Saved entries:
--*--
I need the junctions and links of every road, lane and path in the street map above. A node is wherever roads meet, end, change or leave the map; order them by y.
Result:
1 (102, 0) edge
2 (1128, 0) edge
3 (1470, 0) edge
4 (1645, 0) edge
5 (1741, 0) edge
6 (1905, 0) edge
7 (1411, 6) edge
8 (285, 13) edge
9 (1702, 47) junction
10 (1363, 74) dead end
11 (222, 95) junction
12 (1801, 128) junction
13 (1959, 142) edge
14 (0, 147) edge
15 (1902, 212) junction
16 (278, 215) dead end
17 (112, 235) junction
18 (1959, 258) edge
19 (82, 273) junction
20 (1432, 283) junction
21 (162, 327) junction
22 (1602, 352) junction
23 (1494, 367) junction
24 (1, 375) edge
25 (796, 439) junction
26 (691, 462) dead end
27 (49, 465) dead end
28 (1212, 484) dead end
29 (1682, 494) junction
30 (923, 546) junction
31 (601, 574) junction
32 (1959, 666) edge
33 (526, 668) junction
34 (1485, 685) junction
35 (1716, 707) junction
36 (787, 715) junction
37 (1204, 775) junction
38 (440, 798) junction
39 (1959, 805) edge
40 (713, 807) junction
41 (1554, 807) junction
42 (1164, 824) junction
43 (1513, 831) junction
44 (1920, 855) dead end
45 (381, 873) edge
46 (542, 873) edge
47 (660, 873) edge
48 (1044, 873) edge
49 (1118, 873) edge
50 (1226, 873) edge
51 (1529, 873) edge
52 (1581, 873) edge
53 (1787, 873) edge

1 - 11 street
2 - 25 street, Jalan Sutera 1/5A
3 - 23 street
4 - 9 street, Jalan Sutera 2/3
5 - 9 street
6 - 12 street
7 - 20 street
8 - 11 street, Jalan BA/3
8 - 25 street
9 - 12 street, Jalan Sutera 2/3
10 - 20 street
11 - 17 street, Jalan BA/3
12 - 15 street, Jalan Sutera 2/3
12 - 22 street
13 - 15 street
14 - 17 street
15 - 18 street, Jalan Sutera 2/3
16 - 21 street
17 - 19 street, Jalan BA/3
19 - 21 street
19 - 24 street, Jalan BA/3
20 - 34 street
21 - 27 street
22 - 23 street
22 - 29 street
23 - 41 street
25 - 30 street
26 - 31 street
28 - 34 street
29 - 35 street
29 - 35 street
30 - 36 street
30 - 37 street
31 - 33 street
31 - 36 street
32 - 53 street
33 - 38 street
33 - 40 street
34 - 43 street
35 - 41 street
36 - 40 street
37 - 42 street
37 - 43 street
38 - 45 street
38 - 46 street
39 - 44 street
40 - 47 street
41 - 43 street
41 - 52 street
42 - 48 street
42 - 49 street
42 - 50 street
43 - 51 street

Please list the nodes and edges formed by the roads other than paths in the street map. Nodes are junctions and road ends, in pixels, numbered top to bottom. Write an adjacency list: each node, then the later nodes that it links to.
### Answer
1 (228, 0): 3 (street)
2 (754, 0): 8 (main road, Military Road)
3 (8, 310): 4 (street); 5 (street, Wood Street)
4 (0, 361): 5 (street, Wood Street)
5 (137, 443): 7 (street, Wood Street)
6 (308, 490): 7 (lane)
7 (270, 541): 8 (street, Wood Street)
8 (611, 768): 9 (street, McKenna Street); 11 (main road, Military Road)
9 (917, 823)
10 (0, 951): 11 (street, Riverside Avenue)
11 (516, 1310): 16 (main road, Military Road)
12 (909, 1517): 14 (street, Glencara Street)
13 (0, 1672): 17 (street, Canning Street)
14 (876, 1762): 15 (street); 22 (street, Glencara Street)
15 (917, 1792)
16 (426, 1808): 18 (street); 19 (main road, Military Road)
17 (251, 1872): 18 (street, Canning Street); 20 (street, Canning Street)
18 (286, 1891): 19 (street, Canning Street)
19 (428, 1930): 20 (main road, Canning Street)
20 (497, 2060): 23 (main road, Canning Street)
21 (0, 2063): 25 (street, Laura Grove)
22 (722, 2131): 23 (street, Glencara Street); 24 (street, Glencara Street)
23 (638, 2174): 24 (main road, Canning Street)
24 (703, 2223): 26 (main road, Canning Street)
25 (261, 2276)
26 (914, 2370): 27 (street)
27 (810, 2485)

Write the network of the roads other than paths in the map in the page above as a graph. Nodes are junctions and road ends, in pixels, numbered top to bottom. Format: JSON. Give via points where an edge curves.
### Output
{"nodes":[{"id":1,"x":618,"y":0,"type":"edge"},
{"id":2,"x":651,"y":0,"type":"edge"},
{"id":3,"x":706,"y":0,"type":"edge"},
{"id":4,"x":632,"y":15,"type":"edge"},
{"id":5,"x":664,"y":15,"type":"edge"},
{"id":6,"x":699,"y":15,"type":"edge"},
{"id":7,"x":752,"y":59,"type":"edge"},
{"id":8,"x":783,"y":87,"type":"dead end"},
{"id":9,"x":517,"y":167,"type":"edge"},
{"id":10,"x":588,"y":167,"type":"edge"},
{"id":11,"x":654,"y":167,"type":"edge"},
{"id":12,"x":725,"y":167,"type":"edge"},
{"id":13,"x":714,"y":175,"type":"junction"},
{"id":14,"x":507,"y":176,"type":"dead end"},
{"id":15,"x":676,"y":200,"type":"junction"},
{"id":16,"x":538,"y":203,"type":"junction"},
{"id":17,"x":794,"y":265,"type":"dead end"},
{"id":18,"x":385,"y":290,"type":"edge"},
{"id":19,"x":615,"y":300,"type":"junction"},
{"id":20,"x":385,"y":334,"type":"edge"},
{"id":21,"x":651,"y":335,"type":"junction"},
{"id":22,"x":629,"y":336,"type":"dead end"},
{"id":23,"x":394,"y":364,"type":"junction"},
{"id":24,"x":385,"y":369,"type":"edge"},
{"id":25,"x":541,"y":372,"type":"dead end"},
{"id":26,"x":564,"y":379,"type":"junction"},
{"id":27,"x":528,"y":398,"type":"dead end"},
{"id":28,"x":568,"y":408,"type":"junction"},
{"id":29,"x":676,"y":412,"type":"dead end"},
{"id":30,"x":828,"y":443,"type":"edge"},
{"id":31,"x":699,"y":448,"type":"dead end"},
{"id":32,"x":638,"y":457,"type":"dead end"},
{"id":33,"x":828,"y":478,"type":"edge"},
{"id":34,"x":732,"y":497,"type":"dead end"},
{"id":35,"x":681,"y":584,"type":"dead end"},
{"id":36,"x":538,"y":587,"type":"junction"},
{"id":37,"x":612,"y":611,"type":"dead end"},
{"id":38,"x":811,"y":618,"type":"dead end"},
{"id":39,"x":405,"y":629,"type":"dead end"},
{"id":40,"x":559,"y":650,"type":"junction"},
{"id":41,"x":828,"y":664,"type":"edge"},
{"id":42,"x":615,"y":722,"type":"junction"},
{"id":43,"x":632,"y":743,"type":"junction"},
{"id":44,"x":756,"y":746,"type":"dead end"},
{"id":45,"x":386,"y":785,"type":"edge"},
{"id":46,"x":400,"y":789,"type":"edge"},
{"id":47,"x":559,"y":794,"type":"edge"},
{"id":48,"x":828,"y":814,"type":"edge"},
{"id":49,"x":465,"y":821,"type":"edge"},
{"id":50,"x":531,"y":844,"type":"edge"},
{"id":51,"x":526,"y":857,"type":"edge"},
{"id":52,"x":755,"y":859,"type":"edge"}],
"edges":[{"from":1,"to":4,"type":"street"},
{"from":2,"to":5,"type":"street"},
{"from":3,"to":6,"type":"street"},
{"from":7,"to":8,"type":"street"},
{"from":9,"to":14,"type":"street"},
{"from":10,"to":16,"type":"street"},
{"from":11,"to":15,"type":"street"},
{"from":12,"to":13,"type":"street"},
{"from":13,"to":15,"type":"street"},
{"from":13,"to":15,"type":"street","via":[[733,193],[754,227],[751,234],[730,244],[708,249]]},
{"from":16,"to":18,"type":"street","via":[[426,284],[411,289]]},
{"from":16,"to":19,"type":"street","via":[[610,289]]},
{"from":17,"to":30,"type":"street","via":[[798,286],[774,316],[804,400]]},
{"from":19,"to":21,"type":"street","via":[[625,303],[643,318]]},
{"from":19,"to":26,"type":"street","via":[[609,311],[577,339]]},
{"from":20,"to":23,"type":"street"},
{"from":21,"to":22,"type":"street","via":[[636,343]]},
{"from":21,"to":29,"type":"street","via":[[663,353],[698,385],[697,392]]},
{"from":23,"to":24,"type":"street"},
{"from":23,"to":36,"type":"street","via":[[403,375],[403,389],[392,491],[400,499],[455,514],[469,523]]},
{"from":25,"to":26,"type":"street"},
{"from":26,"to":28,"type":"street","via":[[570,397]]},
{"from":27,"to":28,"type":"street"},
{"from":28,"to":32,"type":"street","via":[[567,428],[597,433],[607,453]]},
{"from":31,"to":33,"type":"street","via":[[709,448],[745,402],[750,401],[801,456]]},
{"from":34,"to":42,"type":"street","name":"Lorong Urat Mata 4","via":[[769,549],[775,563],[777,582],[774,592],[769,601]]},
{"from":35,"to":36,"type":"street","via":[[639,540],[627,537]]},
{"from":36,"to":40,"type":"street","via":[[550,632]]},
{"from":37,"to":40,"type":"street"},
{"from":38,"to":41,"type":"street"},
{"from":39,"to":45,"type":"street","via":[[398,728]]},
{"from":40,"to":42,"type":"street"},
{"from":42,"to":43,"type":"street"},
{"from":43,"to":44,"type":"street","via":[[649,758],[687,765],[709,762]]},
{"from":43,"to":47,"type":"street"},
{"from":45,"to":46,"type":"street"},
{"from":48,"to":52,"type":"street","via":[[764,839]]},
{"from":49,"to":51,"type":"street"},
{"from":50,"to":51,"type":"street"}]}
--*--
- Problem to work on
Each line of the data that includes "Canning" should be copied.

- Exercise solution
13 (0, 1672): 17 (street, Canning Street)
17 (251, 1872): 18 (street, Canning Street); 20 (street, Canning Street)
18 (286, 1891): 19 (street, Canning Street)
19 (428, 1930): 20 (main road, Canning Street)
20 (497, 2060): 23 (main road, Canning Street)
23 (638, 2174): 24 (main road, Canning Street)
24 (703, 2223): 26 (main road, Canning Street)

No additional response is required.